Cette liaison dû être utilisée jusqu’en 1932, année où les mines du secteur nord, Campredon et Orb, fermèrent.

Zoom d'une ancienne carte (1952) en couleur avec dessiné par dessus un pointillé jaunes qui indique un réseau ferré

Cette liaison reliait les mines d’Alzou au carreau du Bousquet d’Orb.

Zoom d'une ancienne carte (1952) en couleur avec dessinés par dessus des points oranges bleus et un point rouge. Des pointillés jaunes et bleu indiquent des réseaux ferrés

La carte IGN de 1952 (avec les tracés IRSP en bleu) indique des liaisons ferroviaires entre les différentes mines, sans en préciser la nature, dont certaines avec des plans inclinés.

En pointillés jaunes: En 1874 la grande galerie de l’Orb est percée, des deux côtés, dans le charbon. Ainsi, la montagne du cap Nègre pourra être reliée aux mines du Bousquet, et au centre de production.

En tirets bleus : Le viaduc entre Cap Nègre (CN) et Alzou (A). Rive droite: l’itinéraire de la voie indiquée sur la carte d’Etat-Major entre Cap Nègre (CN) et Verrière (V), prolongée jusqu’à Coustière (C1). Rive gauche: Le plan incliné (Despous ?) et la passerelle entre Leenhardt (L) et Verrière (V)

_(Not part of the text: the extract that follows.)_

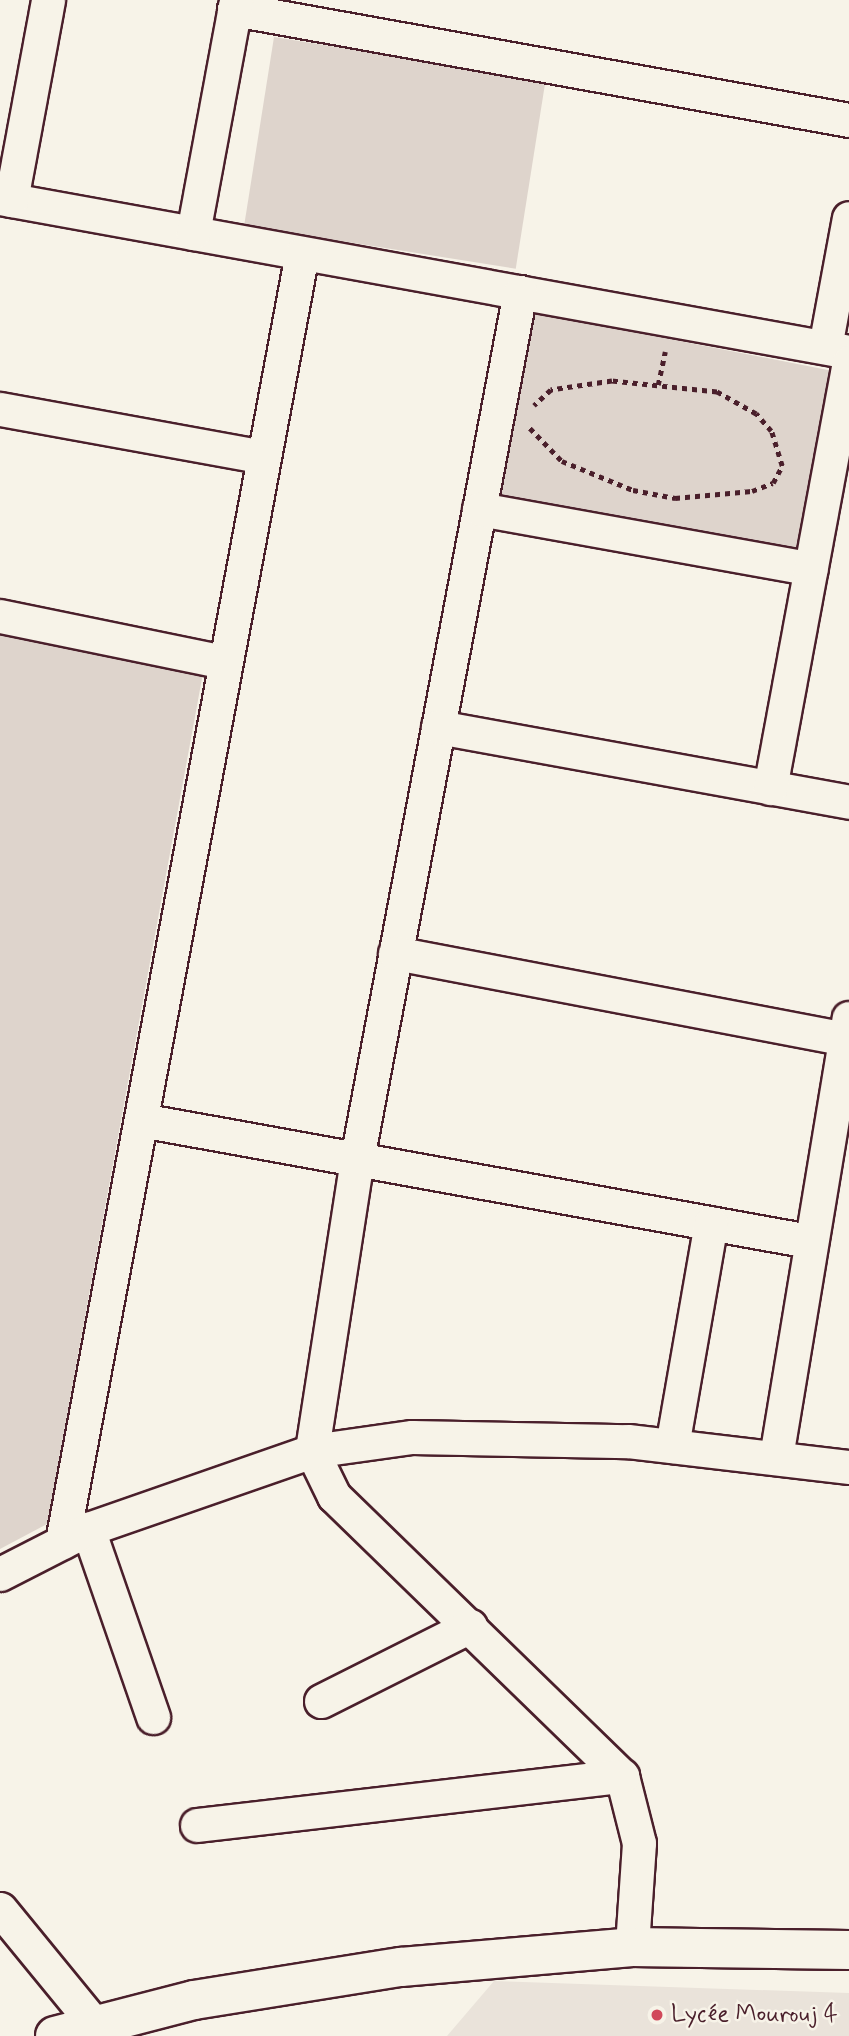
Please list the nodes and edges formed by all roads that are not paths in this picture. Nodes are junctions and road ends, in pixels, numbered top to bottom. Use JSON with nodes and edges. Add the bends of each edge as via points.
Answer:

Les cercles oranges : indiquent l’emplacement des mines. On localise celles de Cap Nègre, Alzou, Leenhardt et Verrière.

Les cercles bleus : Coustière avec la mine d’extraction et un puits d’aérage de la mine Verrière.

Le cercle rouge : situé au confluent des ruisseaux de Rigaussel et de Coustière, correspond à la galerie de Coustière qui sert d’exhaure pour la mine de Verrière.

Le plan incliné Despous (rive gauche)

L’existence d’au moins un plan incliné est confirmée par l’ouvrage TECTONIQUE DES BASSINS HOUILLERS DE LA BORDURE ORIENTALE DU MASSIF CENTRAL. En 1898, le réseau reliait Alzou à la mine Leenhardt via une forte pente et un funiculaire de surface. Il était situé sur la rive gauche du ruisseau de Rigaussel et descendait d’Alzou vers le carreau et la mine Leenhardt.

Vue aérienne en noir et blanc pâlie. Deux indication en rouge indiquent le carreau et le terril, 2 autres en jaune indiquent le viaduc et le plan incliné, une en noir indique la carreau d'Alzou et 2 dernières en blanc indiquent les mines

Sur la vue aérienne de 1963, le terril et le plan incliné sont clairement visibles, ainsi que le viaduc, à gauche. Le carreau d’Alzou était situé à proximité de ce dernier, à la sortie de la galerie d’Orb

Photo extraite du livre « Veines d’Orb » de Jean Tuffou. La légende indique : « Bousquet d’Orb 1932, Visite du carreau de la mine Vernière, au pied du plan Despous, Frangouille » (NDLR, probablement Verrière et non Vernière). La photo a été prise au pied du plan Despous dont le départ se trouvait à proximité de l’entrée de la mine Leenhardt (mine Leenhardt fermée en1931). A cette époque la mine Verrière, située de l’autre côté du ruisseau de Rigaussel, était la seule encore en fonction. La plateforme de l’entrée de la mine Verrière était relié à la plateforme de l’entrée de la mine Leenhardt par une passerelle.

personnes et funiculaire

En parcourant la montagne au dessus de l’entrée de la mine Leenhardt il est possible aujourd’hui de deviner par endroits le passage du funiculaire et de certaines plateformes. Un pont en pierre, faisant très probablement partie du parcours du funiculaire, est visible à une centaine de mètre au dessus de l’entrée de la mine Leenhardt. Photos décembre 2023.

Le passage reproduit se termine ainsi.